When I started this book I thought it was going to be about an alternate 1950’s, one where women got pissed off with the patriarchy and turned into dragons. And it is. Sort of. But it’s so much more. There’s rage in this book but there’s also joy.
It is joy that burns me now, and joy that makes my back ache for wings, and it is joy that makes me long to be more than myself.
I fell in love with auntie Marla and Beatrice. I met the best librarian ever. I felt rage and helplessness alongside determination and hope and love. I ugly cried. Oh, did I ugly cry.
I felt a kinship with the characters who dragoned and a fire inside that I fully expected to result in my own dragoning. I love this book so much!
“Today’s the day!”
Content warnings include mention of alcoholism, death of animals, domestic abuse, racism and sexual assault.
Thank you so much to Allen & Unwin for the opportunity to read this book.
Once Upon a Blurb
In a world where girls and women are taught to be quiet, the dragons inside them are about to be set free …
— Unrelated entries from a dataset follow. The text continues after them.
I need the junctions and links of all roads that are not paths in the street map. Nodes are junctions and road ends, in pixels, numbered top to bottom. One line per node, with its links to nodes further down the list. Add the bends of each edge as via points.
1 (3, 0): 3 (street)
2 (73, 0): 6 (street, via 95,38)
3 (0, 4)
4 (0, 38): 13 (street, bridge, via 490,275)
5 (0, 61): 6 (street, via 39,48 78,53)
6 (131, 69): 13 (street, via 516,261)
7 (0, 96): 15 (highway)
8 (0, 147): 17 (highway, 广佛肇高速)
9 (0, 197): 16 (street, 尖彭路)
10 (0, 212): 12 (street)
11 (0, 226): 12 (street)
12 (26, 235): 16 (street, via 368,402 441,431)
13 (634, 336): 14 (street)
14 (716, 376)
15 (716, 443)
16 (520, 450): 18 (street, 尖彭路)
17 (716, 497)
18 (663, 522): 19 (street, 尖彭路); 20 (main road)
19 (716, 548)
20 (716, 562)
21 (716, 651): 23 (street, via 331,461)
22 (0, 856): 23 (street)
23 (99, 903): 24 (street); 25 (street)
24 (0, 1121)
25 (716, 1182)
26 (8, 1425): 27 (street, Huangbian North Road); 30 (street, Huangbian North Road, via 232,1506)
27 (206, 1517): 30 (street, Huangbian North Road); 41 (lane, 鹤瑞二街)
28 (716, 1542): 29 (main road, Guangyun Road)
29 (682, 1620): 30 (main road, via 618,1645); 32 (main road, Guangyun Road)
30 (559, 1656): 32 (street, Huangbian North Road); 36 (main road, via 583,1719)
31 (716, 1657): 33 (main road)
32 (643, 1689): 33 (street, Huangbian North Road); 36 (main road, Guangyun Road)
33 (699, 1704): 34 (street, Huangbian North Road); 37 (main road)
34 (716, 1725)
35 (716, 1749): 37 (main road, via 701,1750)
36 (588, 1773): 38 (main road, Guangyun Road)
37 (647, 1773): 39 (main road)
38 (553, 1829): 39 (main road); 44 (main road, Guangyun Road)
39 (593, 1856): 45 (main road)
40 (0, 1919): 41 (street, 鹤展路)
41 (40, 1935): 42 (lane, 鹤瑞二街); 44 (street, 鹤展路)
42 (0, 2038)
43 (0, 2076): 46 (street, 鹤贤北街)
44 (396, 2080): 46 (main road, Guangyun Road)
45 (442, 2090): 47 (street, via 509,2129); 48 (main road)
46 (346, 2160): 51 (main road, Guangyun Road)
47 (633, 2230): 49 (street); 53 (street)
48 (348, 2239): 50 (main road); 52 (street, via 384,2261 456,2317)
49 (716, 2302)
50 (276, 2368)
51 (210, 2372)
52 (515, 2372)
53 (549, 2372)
In this timely and timeless speculative novel, set in 1950’s America, Kelly Barnhill exposes a world that wants to keep girls and women small – and examines what happens when they rise up.
Alex Green is four years old when she first sees a dragon. In her next-door neighbour’s garden, in the spot where the old lady usually sits, is a huge dragon, an astonished expression on its face before it opens its wings and soars away across the rooftops.
And Alex doesn’t see the little old lady after that. No one mentions her. It’s as if she’s never existed.
Then Alex’s mother disappears, and reappears a week later, one quiet Tuesday, with no explanation whatsoever as to where she has been. But she is a ghostly shadow of her former self, and with scars across her body – wide, deep burns, as though she had been attacked by a monster who breathed fire.
Alex, growing from young girl to fiercely independent teenager, is desperate for answers, but doesn’t get any.
Whether anyone likes it or not, the Mass Dragoning is coming. And nothing will be the same after that. Everything is about to change, forever.